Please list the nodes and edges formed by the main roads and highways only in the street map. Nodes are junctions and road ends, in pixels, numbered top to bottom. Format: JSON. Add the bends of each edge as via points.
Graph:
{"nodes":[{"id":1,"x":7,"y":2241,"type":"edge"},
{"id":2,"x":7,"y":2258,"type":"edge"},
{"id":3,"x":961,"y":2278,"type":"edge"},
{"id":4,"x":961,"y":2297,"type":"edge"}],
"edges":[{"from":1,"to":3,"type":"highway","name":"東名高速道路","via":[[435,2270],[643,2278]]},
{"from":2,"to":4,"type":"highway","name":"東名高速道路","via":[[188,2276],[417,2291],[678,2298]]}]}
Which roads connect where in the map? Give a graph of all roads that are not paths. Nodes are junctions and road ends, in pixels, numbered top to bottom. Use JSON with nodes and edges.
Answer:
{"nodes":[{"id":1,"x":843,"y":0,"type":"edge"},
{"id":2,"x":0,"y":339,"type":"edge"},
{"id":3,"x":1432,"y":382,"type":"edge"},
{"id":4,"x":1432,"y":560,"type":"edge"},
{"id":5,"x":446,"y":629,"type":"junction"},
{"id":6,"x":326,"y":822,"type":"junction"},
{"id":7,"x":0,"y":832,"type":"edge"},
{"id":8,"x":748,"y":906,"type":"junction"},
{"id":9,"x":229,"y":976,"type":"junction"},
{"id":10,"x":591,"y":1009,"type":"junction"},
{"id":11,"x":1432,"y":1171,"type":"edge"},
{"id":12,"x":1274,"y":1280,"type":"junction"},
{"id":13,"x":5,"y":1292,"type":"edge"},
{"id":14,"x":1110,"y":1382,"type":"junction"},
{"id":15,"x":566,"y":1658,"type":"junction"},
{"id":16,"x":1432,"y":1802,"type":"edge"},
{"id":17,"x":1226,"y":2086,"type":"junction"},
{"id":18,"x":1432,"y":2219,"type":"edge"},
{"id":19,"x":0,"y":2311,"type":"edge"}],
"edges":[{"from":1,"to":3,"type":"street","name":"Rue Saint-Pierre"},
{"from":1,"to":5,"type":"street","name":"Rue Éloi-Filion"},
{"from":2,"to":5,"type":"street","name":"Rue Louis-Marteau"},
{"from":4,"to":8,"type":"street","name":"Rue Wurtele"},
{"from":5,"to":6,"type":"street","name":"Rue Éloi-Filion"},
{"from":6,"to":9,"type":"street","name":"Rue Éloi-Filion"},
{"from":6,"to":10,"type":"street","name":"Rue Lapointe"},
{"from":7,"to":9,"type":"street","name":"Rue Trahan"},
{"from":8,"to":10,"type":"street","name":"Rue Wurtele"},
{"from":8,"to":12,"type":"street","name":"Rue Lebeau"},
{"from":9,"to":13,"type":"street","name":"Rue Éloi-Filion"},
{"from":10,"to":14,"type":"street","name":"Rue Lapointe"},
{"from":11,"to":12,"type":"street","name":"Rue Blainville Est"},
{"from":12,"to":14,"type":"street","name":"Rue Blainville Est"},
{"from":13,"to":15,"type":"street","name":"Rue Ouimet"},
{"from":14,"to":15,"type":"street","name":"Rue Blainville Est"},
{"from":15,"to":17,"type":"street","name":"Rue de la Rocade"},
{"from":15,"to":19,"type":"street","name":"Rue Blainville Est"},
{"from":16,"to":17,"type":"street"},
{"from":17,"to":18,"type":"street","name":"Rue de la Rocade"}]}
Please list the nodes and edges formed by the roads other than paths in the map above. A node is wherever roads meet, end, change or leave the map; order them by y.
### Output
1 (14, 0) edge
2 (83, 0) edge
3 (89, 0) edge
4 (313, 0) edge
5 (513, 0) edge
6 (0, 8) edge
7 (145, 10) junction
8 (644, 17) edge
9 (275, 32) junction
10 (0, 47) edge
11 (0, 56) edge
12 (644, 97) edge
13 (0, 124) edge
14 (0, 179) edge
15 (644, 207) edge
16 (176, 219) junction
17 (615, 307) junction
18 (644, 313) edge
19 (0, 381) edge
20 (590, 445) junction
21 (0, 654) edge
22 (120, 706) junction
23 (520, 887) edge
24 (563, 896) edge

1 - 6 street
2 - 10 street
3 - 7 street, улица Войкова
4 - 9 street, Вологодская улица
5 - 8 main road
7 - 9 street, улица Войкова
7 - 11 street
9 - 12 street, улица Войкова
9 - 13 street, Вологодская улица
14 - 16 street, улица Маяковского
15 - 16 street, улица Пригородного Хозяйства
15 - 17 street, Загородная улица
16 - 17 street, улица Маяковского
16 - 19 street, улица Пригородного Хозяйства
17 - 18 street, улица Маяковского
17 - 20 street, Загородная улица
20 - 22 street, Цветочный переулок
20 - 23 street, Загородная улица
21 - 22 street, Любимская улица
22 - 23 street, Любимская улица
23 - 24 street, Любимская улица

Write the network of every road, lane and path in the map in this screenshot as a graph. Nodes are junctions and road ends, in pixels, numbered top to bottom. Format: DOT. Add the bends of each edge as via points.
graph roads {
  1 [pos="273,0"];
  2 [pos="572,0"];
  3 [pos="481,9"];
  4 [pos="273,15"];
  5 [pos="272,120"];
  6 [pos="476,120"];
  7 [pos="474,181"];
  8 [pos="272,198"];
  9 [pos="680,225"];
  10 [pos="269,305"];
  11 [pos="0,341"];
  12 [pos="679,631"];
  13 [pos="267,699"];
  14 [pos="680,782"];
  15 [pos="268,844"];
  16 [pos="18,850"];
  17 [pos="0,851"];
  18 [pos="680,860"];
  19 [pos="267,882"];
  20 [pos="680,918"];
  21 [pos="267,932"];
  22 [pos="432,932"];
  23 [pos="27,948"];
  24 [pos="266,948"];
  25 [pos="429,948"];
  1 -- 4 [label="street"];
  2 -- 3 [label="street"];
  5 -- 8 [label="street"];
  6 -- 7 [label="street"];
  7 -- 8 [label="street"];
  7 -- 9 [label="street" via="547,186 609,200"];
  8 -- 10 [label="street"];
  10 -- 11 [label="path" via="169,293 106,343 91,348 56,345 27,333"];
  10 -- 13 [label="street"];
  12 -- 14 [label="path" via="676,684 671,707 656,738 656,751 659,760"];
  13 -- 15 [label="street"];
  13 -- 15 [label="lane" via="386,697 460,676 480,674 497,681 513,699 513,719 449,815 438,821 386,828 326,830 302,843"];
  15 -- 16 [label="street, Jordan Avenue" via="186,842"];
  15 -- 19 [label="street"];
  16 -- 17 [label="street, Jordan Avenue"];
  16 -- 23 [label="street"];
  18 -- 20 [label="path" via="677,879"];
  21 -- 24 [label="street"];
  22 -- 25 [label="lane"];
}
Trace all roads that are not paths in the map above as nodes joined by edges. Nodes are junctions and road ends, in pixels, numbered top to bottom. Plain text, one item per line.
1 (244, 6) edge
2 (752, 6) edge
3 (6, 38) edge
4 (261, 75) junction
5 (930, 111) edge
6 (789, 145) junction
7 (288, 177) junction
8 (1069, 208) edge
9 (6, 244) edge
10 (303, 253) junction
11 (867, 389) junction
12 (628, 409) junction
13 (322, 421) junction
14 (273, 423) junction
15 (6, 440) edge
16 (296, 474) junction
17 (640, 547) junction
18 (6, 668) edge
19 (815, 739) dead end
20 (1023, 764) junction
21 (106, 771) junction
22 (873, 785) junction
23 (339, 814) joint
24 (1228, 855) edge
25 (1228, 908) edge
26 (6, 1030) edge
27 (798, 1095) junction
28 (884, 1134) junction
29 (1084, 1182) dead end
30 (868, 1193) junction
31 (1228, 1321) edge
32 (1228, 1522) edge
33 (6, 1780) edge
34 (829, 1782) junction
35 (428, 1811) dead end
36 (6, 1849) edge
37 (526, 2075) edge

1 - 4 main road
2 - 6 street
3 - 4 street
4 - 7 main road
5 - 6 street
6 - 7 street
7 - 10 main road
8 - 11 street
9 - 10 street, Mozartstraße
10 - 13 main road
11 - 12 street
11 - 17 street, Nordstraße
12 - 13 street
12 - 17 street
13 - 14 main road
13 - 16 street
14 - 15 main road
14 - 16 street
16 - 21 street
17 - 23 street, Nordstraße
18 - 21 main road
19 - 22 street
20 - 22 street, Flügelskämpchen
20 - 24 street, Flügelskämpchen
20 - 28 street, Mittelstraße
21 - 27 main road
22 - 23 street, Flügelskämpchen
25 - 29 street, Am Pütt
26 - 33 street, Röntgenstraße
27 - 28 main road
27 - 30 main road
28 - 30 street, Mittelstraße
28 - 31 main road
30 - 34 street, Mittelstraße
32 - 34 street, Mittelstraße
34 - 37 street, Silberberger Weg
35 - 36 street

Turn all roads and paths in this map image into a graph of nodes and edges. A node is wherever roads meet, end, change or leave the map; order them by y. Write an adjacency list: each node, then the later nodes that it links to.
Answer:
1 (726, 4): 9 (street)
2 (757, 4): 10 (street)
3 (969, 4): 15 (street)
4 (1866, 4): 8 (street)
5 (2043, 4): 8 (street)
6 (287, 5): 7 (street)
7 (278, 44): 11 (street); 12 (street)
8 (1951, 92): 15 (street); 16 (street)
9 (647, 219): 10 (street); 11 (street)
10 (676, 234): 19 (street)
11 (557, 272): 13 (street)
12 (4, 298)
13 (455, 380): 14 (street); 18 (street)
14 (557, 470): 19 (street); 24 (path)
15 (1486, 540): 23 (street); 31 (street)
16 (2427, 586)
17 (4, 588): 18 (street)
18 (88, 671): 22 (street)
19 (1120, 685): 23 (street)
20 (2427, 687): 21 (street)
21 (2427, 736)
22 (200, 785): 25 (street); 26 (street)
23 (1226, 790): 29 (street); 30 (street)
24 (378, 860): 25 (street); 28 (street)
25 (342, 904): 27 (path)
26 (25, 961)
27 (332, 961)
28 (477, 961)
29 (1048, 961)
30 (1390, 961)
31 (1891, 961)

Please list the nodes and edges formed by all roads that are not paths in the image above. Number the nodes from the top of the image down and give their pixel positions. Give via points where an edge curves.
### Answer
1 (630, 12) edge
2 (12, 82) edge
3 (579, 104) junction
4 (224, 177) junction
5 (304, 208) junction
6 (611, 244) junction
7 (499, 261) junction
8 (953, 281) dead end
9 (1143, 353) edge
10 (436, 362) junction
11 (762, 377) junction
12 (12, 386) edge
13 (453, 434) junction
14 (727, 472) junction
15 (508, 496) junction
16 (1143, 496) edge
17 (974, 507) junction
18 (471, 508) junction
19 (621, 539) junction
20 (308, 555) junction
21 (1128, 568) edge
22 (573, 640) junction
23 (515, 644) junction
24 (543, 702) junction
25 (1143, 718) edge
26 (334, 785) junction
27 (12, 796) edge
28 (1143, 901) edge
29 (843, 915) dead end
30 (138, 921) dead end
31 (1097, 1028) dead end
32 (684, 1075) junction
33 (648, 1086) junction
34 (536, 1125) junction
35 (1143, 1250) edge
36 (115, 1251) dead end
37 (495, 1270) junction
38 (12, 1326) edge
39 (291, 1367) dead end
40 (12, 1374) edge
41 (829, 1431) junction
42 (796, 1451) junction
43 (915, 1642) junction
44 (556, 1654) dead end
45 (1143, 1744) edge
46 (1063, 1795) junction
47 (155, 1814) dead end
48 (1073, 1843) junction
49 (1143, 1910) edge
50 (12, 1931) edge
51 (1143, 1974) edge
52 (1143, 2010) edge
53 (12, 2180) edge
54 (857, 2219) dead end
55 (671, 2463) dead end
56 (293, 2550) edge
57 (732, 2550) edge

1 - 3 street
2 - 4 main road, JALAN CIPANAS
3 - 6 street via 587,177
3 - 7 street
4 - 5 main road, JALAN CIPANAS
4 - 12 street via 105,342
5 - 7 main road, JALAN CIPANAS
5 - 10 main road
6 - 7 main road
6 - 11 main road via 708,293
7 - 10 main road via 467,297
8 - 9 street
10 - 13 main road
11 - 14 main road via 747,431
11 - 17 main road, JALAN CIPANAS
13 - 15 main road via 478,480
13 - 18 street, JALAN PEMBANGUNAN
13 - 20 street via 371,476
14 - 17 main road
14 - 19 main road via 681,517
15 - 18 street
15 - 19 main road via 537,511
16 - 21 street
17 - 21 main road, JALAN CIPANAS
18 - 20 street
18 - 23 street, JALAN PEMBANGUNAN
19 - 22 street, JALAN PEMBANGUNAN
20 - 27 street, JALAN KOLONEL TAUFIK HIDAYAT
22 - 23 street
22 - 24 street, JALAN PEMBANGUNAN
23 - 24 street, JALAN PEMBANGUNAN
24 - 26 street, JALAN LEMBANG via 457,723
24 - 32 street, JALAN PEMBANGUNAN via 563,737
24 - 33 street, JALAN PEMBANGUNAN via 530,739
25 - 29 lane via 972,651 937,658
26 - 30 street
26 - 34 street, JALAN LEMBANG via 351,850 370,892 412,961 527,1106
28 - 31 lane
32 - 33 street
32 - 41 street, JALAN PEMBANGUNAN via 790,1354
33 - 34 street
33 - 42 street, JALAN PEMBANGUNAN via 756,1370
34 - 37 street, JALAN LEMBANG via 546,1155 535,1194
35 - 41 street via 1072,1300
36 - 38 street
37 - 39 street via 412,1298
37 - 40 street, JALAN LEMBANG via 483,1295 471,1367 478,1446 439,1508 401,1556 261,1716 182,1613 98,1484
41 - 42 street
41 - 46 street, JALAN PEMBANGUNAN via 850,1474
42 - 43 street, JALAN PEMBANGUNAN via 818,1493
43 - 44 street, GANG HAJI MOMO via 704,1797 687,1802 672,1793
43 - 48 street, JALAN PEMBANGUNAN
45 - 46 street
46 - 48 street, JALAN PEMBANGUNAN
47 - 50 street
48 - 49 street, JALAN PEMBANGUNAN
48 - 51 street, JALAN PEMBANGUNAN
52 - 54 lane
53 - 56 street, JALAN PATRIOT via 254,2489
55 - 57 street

Your task
Search the data above for lines holding "image" and copy each of them.

Answer to the exercise
Turn all roads and paths in this map image into a graph of nodes and edges. A node is wherever roads meet, end, change or leave the map; order them by y. Write an adjacency list: each node, then the later nodes that it links to.
Please list the nodes and edges formed by all roads that are not paths in the image above. Number the nodes from the top of the image down and give their pixel positions. Give via points where an edge curves.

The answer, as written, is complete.